The Bishops are well aware of the extreme uncertainty that has befallen European societies as a result of the migrant and refugee crisis. They have been working for months to counter this and build a welcoming mentality instead. But no one denies the difficulty of speaking to people’s consciences, even – above all, in fact – the consciences of so many Christians.
The Bishops recall how “at the very outset of his pontificate, in visiting the rocky Italian outpost of Lampedusa, Pope Francis displayed his concern for those many migrants who put their lives at risk in order to seek refuge in Europe”.

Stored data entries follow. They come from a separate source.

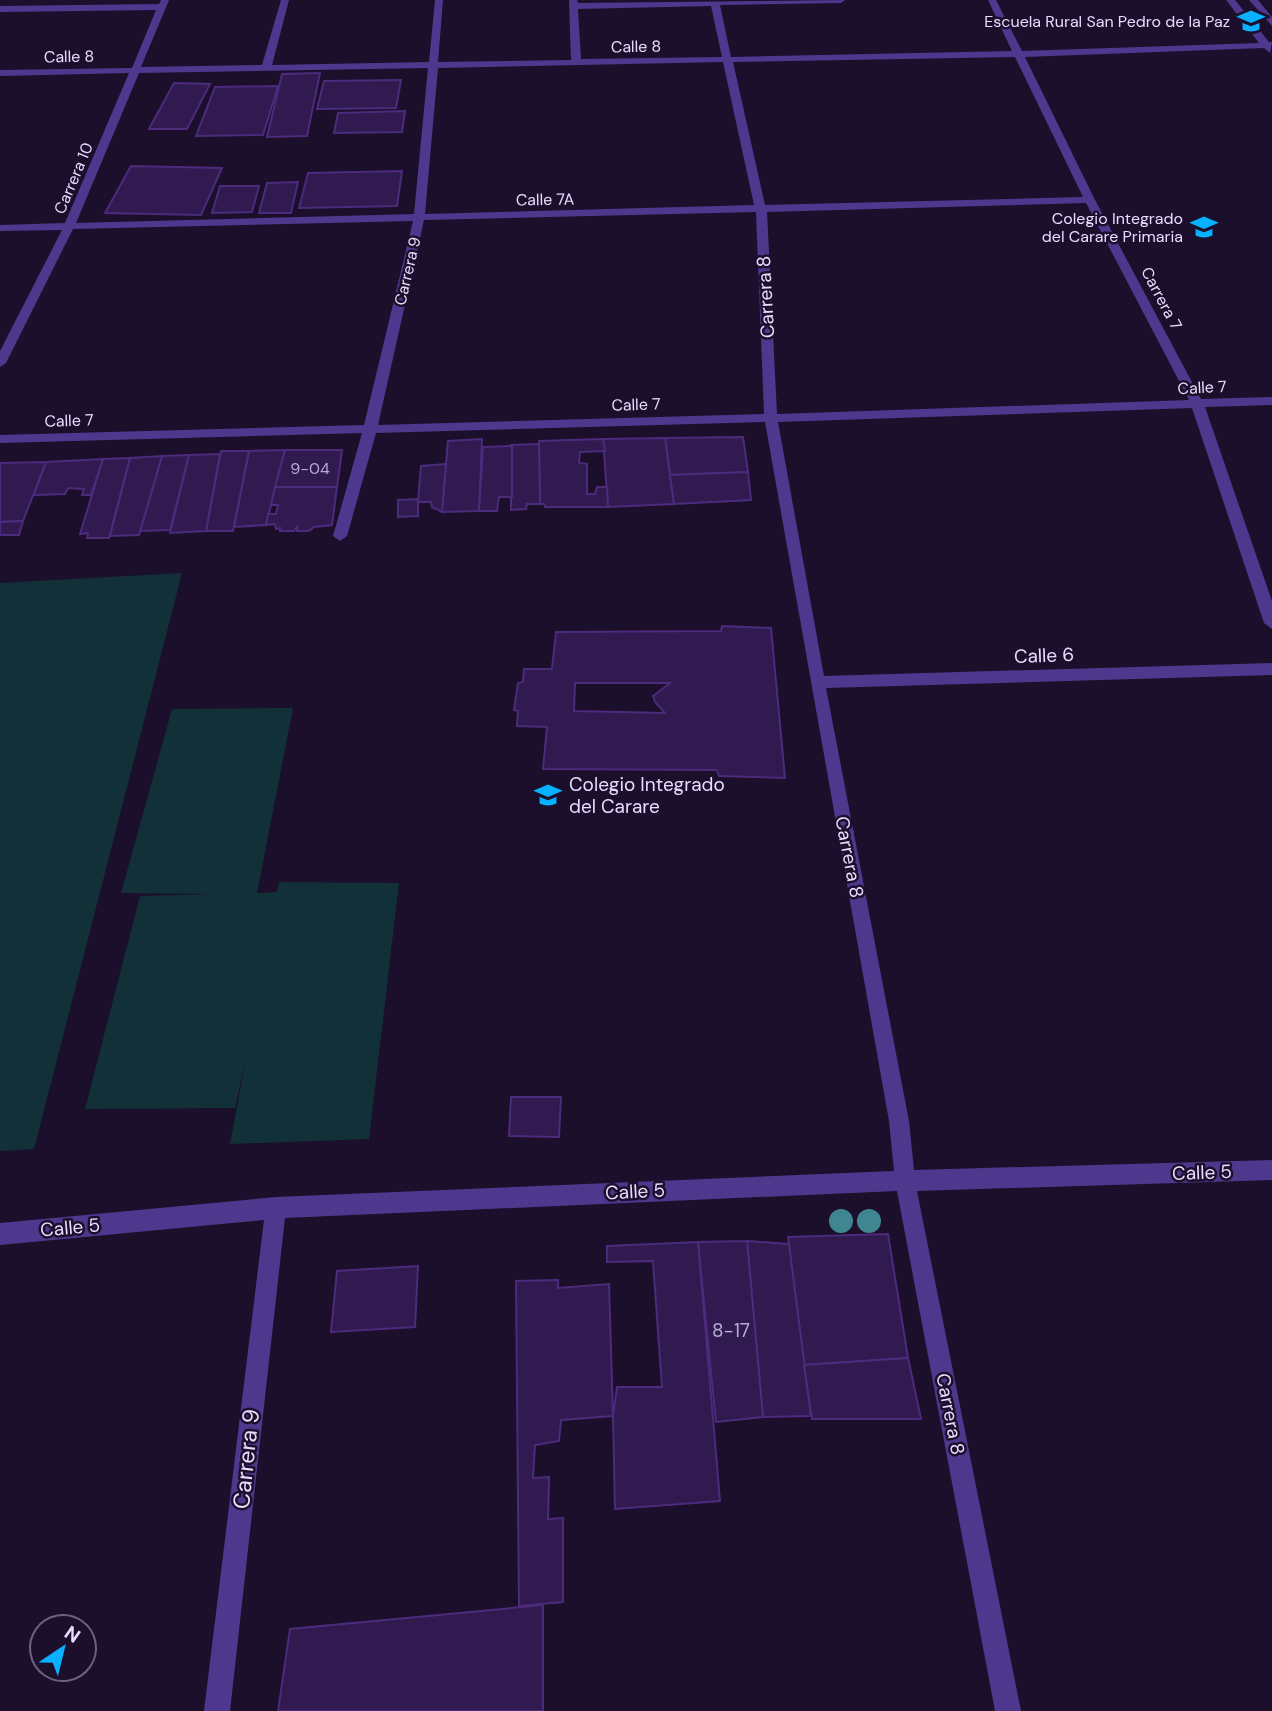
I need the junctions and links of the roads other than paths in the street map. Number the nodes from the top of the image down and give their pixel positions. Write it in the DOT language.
graph roads {
  1 [pos="285,0"];
  2 [pos="439,0"];
  3 [pos="841,0"];
  4 [pos="992,0"];
  5 [pos="1230,0"];
  6 [pos="1253,0"];
  7 [pos="714,1"];
  8 [pos="163,3"];
  9 [pos="574,3"];
  10 [pos="0,9"];
  11 [pos="1272,23"];
  12 [pos="1270,47"];
  13 [pos="1021,54"];
  14 [pos="727,60"];
  15 [pos="576,63"];
  16 [pos="433,65"];
  17 [pos="266,69"];
  18 [pos="135,71"];
  19 [pos="0,73"];
  20 [pos="1090,200"];
  21 [pos="761,210"];
  22 [pos="419,218"];
  23 [pos="69,227"];
  24 [pos="0,228"];
  25 [pos="0,363"];
  26 [pos="1272,401"];
  27 [pos="1198,405"];
  28 [pos="771,418"];
  29 [pos="370,429"];
  30 [pos="0,439"];
  31 [pos="340,536"];
  32 [pos="1272,623"];
  33 [pos="1272,669"];
  34 [pos="817,682"];
  35 [pos="1272,1170"];
  36 [pos="905,1181"];
  37 [pos="276,1208"];
  38 [pos="0,1234"];
  39 [pos="217,1711"];
  40 [pos="1008,1711"];
  1 -- 17 [label="street"];
  2 -- 16 [label="street, Carrera 9"];
  3 -- 7 [label="street"];
  4 -- 13 [label="street, Carrera 7"];
  5 -- 12 [label="street"];
  6 -- 11 [label="street"];
  7 -- 9 [label="street"];
  7 -- 14 [label="street, Carrera 8"];
  8 -- 10 [label="street"];
  8 -- 18 [label="street, Carrera 10"];
  9 -- 15 [label="street"];
  12 -- 13 [label="street, Calle 8"];
  13 -- 14 [label="street, Calle 8"];
  13 -- 20 [label="street, Carrera 7"];
  14 -- 15 [label="street, Calle 8"];
  14 -- 21 [label="street, Carrera 8"];
  15 -- 16 [label="street, Calle 8"];
  16 -- 17 [label="street, Calle 8"];
  16 -- 22 [label="street, Carrera 9"];
  17 -- 18 [label="street, Calle 8"];
  18 -- 19 [label="street, Calle 8"];
  18 -- 23 [label="street, Carrera 10"];
  20 -- 21 [label="street, Calle 7A"];
  20 -- 27 [label="street, Carrera 7"];
  21 -- 22 [label="street, Calle 7A"];
  21 -- 28 [label="street, Carrera 8"];
  22 -- 23 [label="street, Calle 7A"];
  22 -- 29 [label="street, Carrera 9"];
  23 -- 24 [label="street, Calle 7A"];
  23 -- 25 [label="street, Carrera 10"];
  26 -- 27 [label="street, Calle 7"];
  27 -- 28 [label="street, Calle 7"];
  27 -- 32 [label="street, Carrera 7"];
  28 -- 29 [label="street, Calle 7"];
  28 -- 34 [label="street, Carrera 8"];
  29 -- 30 [label="street, Calle 7"];
  29 -- 31 [label="street, Carrera 9"];
  33 -- 34 [label="street, Calle 6"];
  34 -- 36 [label="street, Carrera 8"];
  35 -- 36 [label="street, Calle 5"];
  36 -- 37 [label="street, Calle 5"];
  36 -- 40 [label="street, Carrera 8"];
  37 -- 38 [label="street, Calle 5"];
  37 -- 39 [label="street, Carrera 9"];
}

They also point out that “the fate of migrants and asylum seekers has long been a central concern of COMECE and we repeatedly saluted the way in which the Holy Father, in word and deed, has drawn attention to the plight of those fleeing the dangers and suffering of war and violence and/or desperate poverty in their home countries to reach a better life in Europe”.
But just like the Holy Father, EU bishops are adamant that raising awareness requires a common Christian strategy, and they recall all the ecumenical work that has been done over the years in the Brussels offices to ensure that the voice of churches is heard loud and clear on the issue of migration.
“We would plead that the dignity of human beings, their fundamental rights, including the right to seek protection, the humane treatment, the best interests of children, the ‘non-refoulement’ obligation and the right to family life, be respected under all circumstances,” the Bishops write, raising the issue of the illegal entry of many who then risk falling prey to human traffickers and other criminals.
According to the Bishops, “the only way out of the crisis is coordinated action among all EU governments. A series of proposals are now on the table, but politics alone cannot provide the answers because, as they recalled at the last World Day of Migrants and Refugees, ‘welcoming others means welcoming God in person’”.